Scan the records beneath this line for the line holding "thumb mcp: (1063, 1120)" and the line holding "pinky mcp: (1173, 1068)", then transcribe exactly those two and all lines between.

* * * * *

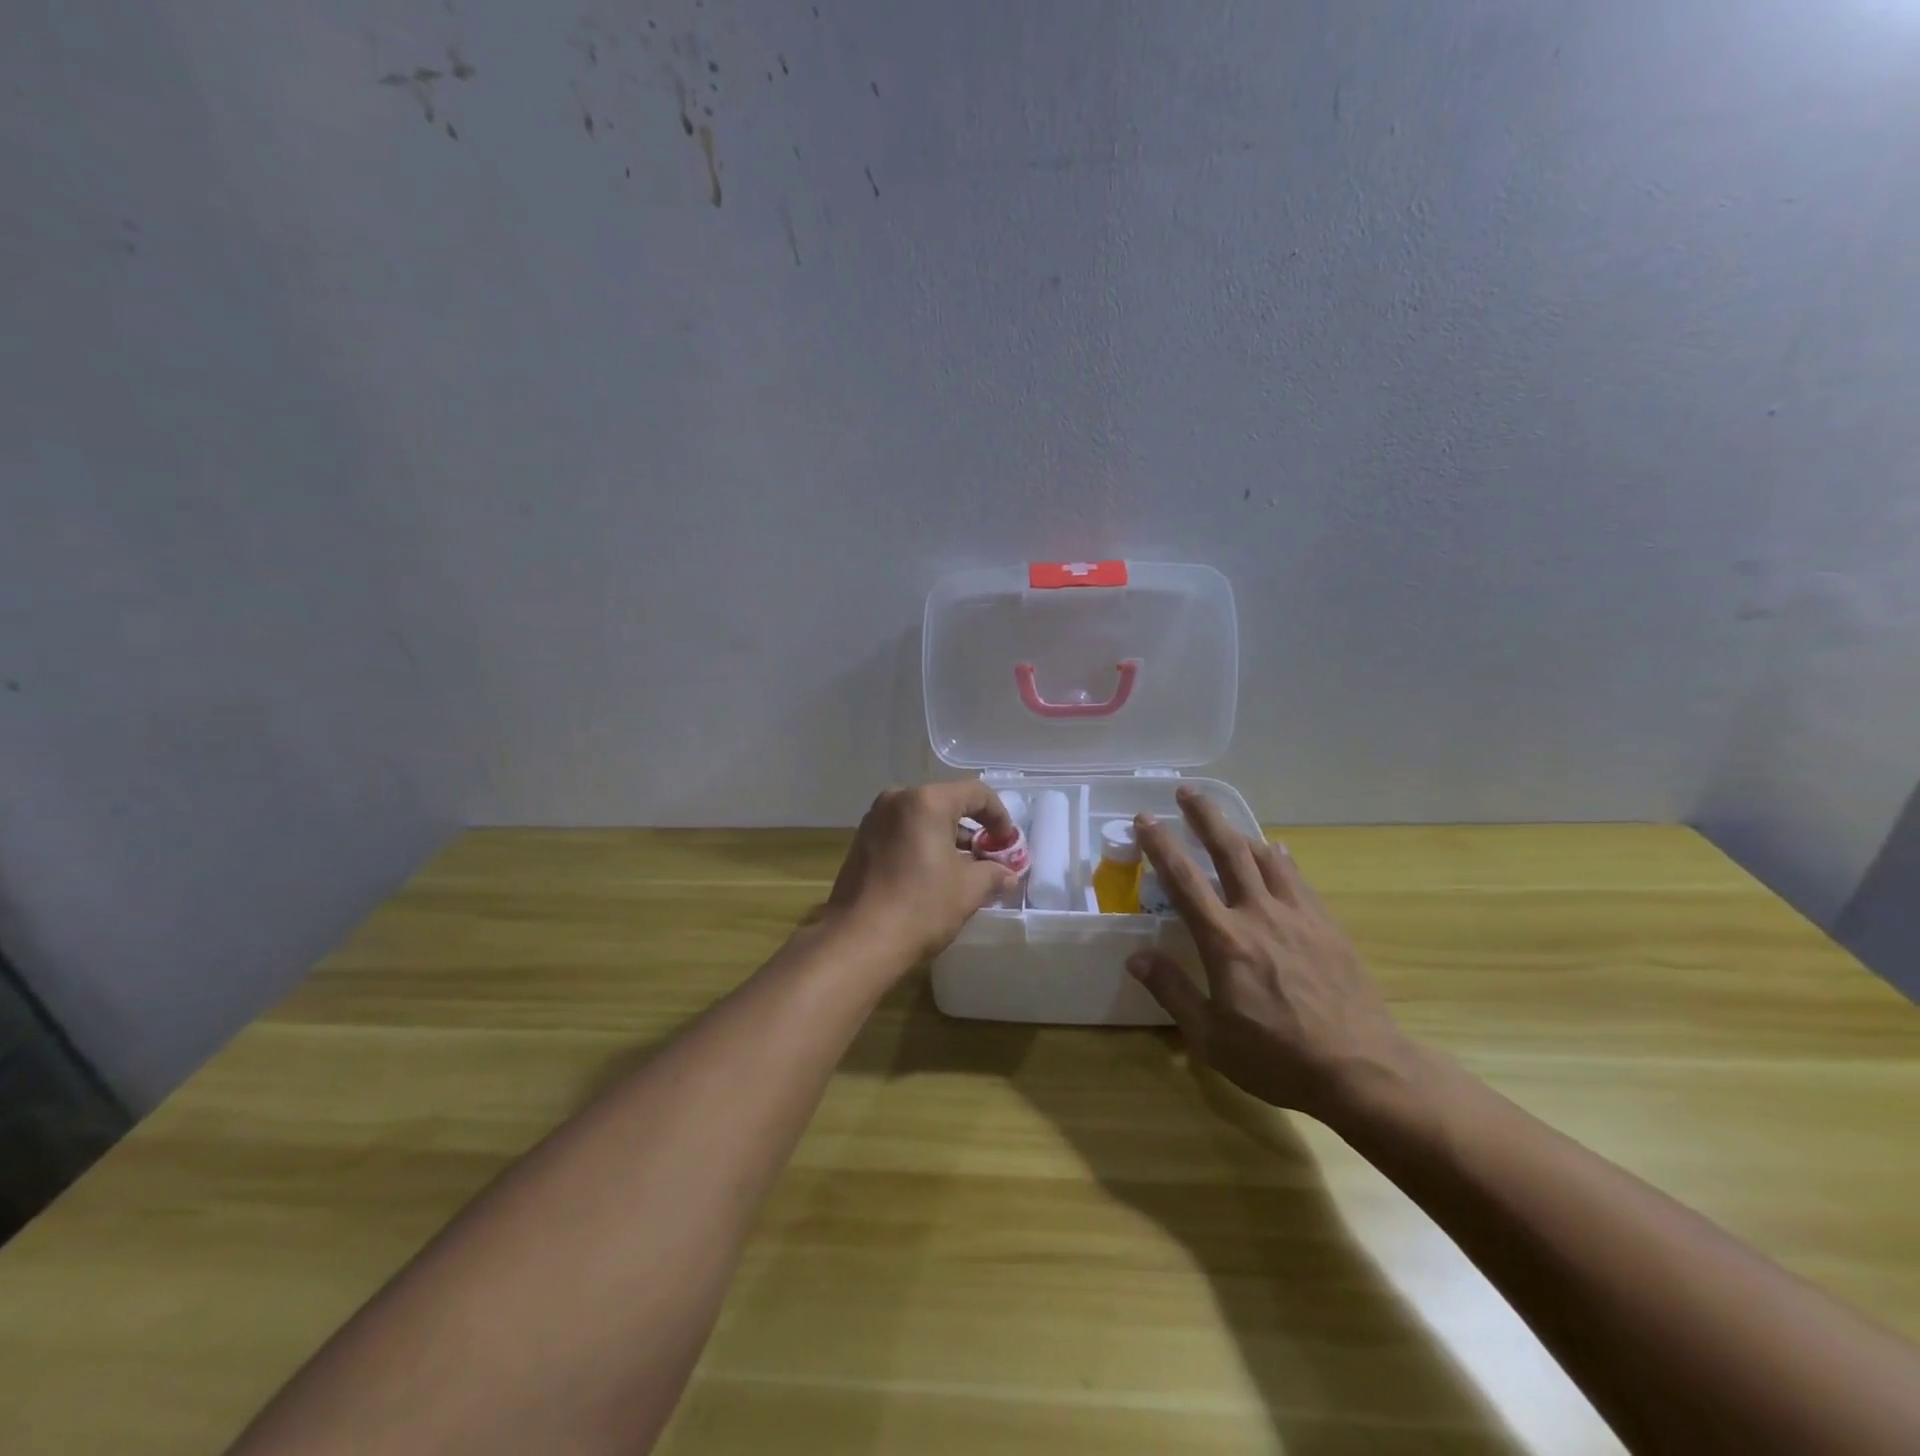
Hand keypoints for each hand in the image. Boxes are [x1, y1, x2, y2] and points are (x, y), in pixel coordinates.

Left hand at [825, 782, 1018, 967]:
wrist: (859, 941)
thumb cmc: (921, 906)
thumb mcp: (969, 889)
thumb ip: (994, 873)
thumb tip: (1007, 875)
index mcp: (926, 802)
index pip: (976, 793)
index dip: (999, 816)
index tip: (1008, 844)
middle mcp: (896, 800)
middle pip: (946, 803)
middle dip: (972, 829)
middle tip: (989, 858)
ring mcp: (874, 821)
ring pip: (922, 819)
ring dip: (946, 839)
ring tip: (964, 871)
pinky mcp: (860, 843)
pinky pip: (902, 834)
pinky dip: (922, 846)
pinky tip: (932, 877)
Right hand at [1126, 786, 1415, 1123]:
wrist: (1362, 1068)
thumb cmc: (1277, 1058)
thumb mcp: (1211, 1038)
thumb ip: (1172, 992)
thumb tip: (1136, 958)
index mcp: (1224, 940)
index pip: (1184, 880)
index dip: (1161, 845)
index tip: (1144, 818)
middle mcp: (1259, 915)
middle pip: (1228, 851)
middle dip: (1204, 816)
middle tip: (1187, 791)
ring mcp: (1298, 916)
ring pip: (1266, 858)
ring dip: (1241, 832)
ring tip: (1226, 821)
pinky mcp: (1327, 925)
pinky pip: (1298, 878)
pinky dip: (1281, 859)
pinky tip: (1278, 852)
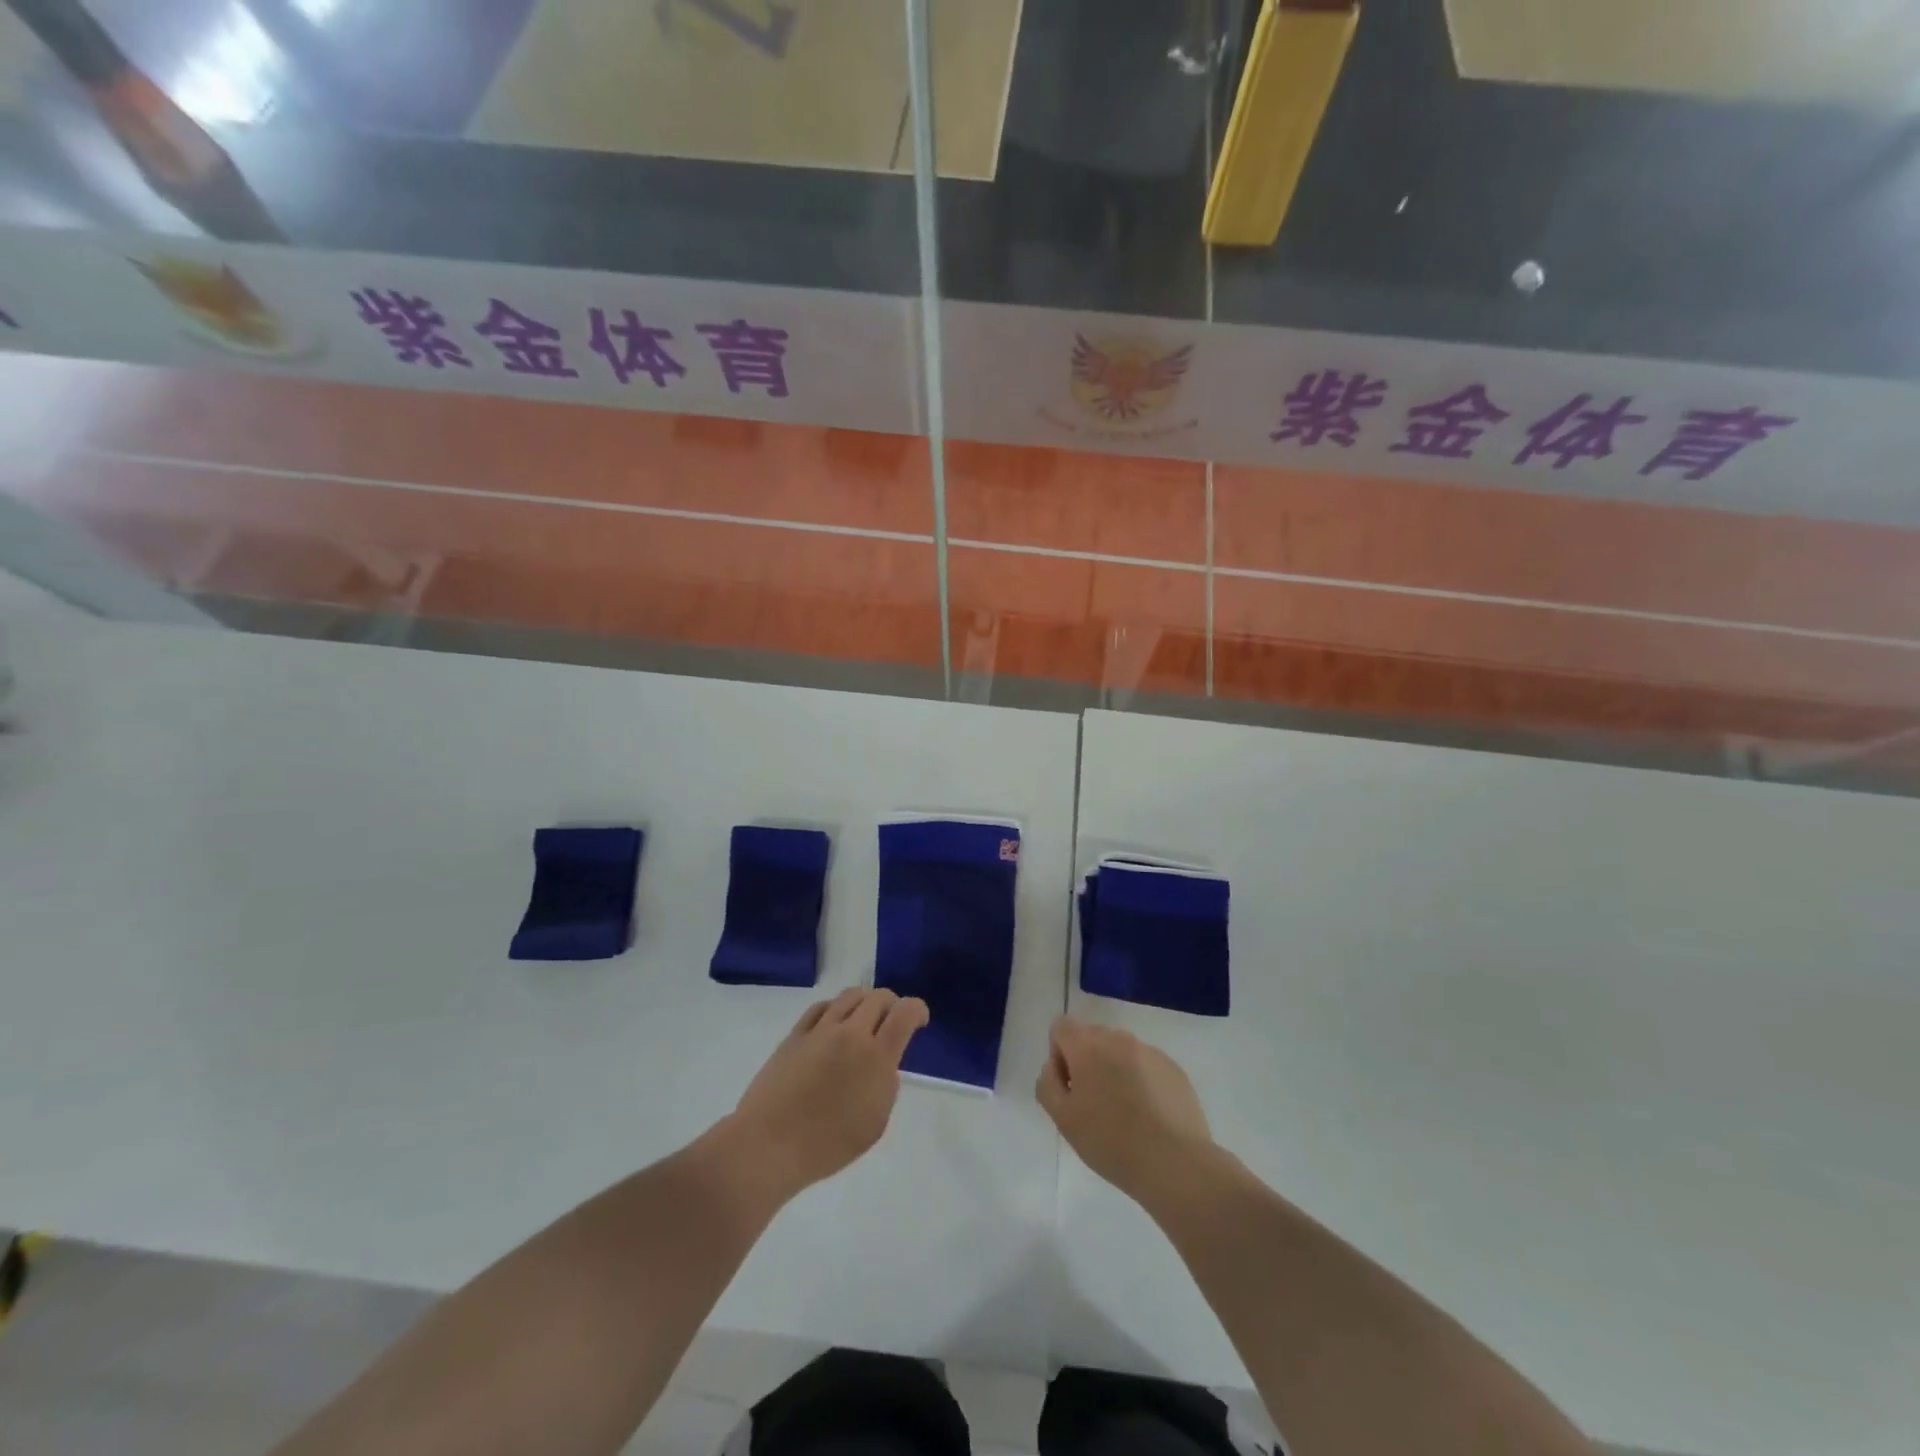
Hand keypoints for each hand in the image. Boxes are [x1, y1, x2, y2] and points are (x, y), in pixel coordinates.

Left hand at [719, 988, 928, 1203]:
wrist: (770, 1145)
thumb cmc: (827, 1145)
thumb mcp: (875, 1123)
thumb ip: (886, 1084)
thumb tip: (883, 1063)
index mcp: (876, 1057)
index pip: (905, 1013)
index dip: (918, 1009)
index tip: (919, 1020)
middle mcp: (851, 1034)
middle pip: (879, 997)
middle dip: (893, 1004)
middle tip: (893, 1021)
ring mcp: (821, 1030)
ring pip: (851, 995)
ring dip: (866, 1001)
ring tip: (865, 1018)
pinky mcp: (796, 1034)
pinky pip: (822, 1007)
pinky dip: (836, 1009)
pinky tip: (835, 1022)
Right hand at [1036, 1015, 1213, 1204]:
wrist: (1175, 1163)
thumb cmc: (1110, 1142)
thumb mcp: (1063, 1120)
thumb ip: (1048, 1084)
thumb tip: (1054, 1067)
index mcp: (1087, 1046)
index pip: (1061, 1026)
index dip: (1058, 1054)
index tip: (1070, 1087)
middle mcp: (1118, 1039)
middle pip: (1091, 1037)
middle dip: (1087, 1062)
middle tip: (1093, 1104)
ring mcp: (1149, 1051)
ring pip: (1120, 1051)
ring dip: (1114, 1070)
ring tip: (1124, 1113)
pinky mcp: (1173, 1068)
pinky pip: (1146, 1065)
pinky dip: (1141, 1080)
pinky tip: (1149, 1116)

* * * * *

▶ [Response]:
thumb mcp: (1063, 1120)
thumb ip: (1048, 1084)
thumb tip: (1054, 1067)
index mcp: (1087, 1046)
index pip: (1061, 1026)
index dip: (1058, 1054)
index tip: (1070, 1087)
middle mcp: (1118, 1039)
middle pip: (1091, 1037)
middle dip: (1087, 1062)
middle tip: (1093, 1104)
ring mcp: (1149, 1051)
ring pip: (1120, 1051)
ring dip: (1114, 1070)
ring tip: (1124, 1113)
pinky mcp: (1173, 1068)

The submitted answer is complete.